Rose then went on to earn a diploma in Agriculture and Home Economics from Egerton University (then still operating under the University of Nairobi). In 1982, she was awarded a scholarship by the United States Agency for International Development (USAID) to attend Iowa State University, where she earned a Bachelor of Science degree in agriculture. She then went on to earn a Master of Science and PhD in Home Economics from the same university.

==Career==
Rose Mwonya after graduating from Embu Institute of Agriculture, worked at the Ministry of Agriculture. She then served as the District Home Economics Officer at Kakamega District, a position she obtained after completing a diploma course at Egerton University, she was hired by Bukura Institute of Agriculture in Western Province.
She joined Egerton University in 1987 as a lecturer. She served in various capacities before becoming vice-chancellor (VC), including founding director of the Center for Women Studies and Gender Analysis and chair of the department of Agriculture and Home Economics.
In 2007, she was appointed dean of students and the following year became deputy VC in charge of academics. She served in this role until her appointment as VC in 2015.
She took office in January 2016 and vowed to curb exam cheating. However, she faced a number of challenges towards the end of her term and was unable to renew her tenure. The university attempted to send her on terminal leave after she was accused of gross misconduct.
She was accused of losing millions of shillings through procurement malpractices and interfering with student records. The university sent her on a 90-day compulsory leave in September 2018. She challenged the decision in court and was cleared of wrongdoing. She was reinstated the following month.

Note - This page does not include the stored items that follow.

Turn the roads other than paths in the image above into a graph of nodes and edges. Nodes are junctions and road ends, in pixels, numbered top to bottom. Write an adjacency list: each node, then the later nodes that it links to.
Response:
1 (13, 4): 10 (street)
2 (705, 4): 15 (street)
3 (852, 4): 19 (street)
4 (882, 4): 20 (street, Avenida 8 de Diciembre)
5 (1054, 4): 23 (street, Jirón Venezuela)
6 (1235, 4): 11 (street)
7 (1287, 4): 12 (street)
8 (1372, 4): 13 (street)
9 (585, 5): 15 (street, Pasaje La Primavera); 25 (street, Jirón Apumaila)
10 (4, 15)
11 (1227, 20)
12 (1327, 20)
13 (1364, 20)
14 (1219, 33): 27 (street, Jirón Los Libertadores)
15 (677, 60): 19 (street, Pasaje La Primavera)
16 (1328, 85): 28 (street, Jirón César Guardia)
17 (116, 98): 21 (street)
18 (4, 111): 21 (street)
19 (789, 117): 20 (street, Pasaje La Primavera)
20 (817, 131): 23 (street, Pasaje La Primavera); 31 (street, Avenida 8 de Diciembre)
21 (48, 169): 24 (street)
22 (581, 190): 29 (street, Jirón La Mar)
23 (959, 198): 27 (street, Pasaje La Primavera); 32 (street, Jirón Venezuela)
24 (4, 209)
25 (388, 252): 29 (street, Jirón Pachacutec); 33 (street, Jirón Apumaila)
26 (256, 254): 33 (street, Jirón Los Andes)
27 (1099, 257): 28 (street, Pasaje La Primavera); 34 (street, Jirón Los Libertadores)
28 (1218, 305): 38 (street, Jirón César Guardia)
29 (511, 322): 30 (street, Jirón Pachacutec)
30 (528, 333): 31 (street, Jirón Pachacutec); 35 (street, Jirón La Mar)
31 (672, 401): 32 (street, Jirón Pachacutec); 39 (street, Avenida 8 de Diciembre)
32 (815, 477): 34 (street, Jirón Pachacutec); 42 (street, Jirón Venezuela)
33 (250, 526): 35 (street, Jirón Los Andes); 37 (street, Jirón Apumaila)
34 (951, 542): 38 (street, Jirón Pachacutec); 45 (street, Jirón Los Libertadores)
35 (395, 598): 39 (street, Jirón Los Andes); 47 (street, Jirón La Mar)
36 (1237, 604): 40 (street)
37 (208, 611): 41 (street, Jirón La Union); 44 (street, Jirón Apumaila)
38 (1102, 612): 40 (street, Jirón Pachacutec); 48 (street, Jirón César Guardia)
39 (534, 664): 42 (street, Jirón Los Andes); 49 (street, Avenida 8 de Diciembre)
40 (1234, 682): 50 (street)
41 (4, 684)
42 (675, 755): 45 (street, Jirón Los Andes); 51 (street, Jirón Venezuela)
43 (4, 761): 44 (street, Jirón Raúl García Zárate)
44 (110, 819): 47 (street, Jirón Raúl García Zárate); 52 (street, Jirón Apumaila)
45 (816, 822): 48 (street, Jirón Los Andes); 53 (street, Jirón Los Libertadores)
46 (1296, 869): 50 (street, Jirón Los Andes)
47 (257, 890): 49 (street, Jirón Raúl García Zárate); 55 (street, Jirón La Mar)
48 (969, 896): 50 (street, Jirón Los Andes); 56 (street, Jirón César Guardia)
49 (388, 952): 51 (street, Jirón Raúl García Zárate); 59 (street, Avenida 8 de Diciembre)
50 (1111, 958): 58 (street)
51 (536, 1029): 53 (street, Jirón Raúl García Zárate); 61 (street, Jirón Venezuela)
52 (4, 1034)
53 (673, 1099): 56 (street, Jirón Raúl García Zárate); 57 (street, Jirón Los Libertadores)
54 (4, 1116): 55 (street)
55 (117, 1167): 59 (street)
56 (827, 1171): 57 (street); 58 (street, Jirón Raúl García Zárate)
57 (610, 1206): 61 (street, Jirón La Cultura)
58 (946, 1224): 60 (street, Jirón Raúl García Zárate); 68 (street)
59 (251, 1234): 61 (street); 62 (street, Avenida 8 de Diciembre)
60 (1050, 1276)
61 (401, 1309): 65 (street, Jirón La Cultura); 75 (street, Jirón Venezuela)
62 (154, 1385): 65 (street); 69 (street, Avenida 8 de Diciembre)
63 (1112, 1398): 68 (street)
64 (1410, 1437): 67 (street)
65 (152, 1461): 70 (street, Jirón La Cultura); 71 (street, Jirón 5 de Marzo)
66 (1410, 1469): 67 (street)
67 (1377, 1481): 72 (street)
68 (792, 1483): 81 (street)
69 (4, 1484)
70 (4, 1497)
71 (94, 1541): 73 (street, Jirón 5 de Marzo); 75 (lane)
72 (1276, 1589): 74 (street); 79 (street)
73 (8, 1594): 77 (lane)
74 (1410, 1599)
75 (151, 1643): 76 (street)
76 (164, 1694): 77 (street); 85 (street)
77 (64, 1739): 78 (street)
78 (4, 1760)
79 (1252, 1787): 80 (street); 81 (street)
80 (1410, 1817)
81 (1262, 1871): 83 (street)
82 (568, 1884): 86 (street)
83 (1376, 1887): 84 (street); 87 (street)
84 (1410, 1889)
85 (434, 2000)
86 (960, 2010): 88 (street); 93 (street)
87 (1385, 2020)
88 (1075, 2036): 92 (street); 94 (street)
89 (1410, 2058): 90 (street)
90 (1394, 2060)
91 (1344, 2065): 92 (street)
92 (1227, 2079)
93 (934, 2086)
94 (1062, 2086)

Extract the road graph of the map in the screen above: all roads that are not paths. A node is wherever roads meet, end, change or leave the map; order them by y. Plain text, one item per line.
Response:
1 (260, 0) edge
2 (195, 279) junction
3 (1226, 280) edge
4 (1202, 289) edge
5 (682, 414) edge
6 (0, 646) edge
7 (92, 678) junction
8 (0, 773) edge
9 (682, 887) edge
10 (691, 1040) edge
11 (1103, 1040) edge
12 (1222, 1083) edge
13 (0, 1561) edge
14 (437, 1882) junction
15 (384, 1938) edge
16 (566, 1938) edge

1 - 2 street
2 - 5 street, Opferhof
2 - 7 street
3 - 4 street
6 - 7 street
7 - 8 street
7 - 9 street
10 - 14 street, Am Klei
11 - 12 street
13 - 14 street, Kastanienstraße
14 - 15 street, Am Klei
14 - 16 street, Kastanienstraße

In 2000, Mwonya was appointed as the vice-chancellor of Egerton University. She was the first woman to be appointed as the vice-chancellor of Egerton University. Mwonya served as the vice-chancellor for six years, during which time she oversaw the university's expansion and improvement. She also helped to raise the university's profile both nationally and internationally.
The university again sent her on terminal leave, but she challenged this decision in court and was reinstated. She finally left the university in January 2021, paving the way for Isaac Kibwage to become VC.

==Awards and recognition==
Mwonya has received numerous awards and recognition for her work in education and agriculture. In 2004, she was awarded the Order of the Grand Warrior of Kenya by the Kenyan government. She was also awarded the International Association of Agricultural Economists' Award for Outstanding Contribution to Agricultural Economics in 2006. In 2010, she was awarded the Outstanding African Woman in Agriculture Award by the African Union, The World Bank's Gender Champion Award
Notable achievements of Rose Mwonya;
She is the founding director of the Centre for Women Studies and Gender Analysis at Egerton University, and author of several books and articles on agriculture and gender. A member of the board of directors of several organizations, including the Kenya National Commission on Human Rights and the Kenya Women's Parliamentary Caucus.